There are those of y’all who will say that this should have been written a long ways back. I don’t disagree. But the courtly Terry Kay knew how fine a man he was and would have been embarrassed for me to proclaim it to a million people.
Several times it crossed my mind to write this story, especially when I browsed through a blue folder of notes and clippings from various publications. I tuck away ideas or stories I think will, sometime, make a column for y’all.
Terry, a best-selling author of Southern literary fiction, was a reader of this column in his hometown paper, the Athens (Georgia) Banner-Herald. On occasion, I would run into him and he would mention something I had written that reminded him of his own hardscrabble youth.
He believed firmly that stories of the rural South and our Appalachian people should be told lest they be forgotten.
Literary lovers and history buffs should be grateful to Terry for writing his debut novel (before this, he was “one of us”, a newspaper writer who valued the medium’s platform), “The Year The Lights Came On.”
Terry, raised in Royston, Georgia, (hometown, too, of baseball’s Ty Cobb Museum), novelized his life on a rural farm before electricity reached them through an Electric Membership Cooperation (EMC). What I will always remember about that book is the description of his family sitting around the kitchen table, staring at the single bulb, waiting for it to light up.
Magically, it did.
Since I knew that Terry was a regular reader, I hesitated to write about a magazine article I had tucked into the folder. Each time I started to write it, I thought that I might embarrass him so I put it aside. I could imagine him scratching his neatly trimmed gray beard then pushing his glasses back on his nose and wondering why I even had to mention it.
Recently, Terry delivered a shattering blow to lovers of good writing when he departed this vale of tears and sorrows just a few months after being diagnosed with stage four liver cancer.
I will tell the story now because he can’t be embarrassed, yet he can be remembered as a Southern gentleman of the courtliest kind.
It started this way a few years ago:
I was at the beauty shop, sitting under the dryer, reading a magazine that I had pulled from the back of the car where I always keep a stash of material. I was enjoying an oral history of the making of the movie, Deliverance. Of the many people interviewed, Pat Conroy, Southern blockbuster author and raconteur with few equals, provided many insights into the work and its author, James Dickey.
In one quote, Conroy, in his inimitable style and power of words, told an anecdote about his friend, Terry Kay, and his reaction to Deliverance. As you’ll recall, it doesn’t exactly paint us mountain folks in a favorable light.

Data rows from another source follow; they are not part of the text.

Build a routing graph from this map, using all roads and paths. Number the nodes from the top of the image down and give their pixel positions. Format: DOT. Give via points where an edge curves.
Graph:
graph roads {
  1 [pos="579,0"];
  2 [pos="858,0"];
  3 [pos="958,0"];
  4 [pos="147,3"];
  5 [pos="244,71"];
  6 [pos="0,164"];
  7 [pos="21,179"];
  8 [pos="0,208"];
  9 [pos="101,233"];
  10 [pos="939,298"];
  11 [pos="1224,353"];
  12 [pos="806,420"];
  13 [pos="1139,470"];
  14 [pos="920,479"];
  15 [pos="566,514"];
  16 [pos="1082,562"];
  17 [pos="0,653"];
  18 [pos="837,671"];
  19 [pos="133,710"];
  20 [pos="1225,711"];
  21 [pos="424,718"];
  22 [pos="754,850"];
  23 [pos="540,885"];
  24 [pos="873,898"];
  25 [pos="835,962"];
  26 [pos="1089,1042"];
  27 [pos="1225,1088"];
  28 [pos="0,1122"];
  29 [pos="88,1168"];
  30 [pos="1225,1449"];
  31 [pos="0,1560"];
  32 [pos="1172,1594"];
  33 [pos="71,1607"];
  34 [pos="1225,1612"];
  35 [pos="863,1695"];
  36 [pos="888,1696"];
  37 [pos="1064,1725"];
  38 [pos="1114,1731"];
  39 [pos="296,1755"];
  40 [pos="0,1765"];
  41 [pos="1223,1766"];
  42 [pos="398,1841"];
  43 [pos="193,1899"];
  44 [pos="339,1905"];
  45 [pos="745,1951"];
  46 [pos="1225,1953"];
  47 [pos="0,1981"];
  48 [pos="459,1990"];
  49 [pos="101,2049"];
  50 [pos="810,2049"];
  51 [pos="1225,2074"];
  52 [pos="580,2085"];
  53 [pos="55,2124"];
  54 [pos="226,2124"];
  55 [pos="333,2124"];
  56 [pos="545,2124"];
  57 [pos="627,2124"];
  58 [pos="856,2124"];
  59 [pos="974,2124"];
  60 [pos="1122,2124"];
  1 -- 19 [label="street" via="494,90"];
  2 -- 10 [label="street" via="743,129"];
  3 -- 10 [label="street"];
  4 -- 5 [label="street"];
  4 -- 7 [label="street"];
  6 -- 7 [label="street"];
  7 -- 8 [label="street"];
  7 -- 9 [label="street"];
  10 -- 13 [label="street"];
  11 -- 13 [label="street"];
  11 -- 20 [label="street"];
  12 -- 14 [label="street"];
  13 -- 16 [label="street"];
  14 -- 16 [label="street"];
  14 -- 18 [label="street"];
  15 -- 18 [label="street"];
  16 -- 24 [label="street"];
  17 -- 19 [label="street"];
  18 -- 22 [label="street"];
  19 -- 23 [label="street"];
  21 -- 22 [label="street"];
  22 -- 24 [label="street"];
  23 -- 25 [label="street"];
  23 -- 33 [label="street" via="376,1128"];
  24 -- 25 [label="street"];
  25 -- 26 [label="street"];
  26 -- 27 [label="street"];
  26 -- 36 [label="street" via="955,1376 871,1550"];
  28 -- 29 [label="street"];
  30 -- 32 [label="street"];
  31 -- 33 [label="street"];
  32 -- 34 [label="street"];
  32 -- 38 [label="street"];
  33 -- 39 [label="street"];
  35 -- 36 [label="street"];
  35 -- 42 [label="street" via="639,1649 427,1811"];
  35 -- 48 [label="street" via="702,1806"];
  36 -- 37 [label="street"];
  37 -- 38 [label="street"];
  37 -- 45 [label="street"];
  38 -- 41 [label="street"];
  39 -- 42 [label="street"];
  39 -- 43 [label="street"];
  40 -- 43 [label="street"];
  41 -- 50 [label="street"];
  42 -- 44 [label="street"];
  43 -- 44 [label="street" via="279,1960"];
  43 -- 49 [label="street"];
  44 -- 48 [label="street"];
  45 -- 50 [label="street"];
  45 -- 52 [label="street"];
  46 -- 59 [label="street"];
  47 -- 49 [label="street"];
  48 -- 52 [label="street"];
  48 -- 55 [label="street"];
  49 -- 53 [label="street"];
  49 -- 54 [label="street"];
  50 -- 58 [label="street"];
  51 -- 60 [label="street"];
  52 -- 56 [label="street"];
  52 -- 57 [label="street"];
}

It was an entertaining short tale but, in retrospect, didn’t sound like the courteous Terry I had always known. I shrugged it off. The next issue arrived and included a letter to the editor from Terry Kay. Terry, in the gentlest, sweetest way possible, explained how dear his friendship with Conroy was and extolled him before writing that he had misquoted him. “What I remember saying is…”
I tore the page from the magazine and put it into the folder. It was vintage Terry Kay. A gentleman always and a man to whom honor and his word stood strong.
He will be remembered for many books that sold millions including one that became one of the most beautiful Hallmark Hall of Fame movies ever – “To Dance With The White Dog”, starring husband and wife, Jessica Tandy and Hume Cronyn.
I loved his words. His stories. His discipline for writing. But what I admired most was the Southern gentleman he was. Always.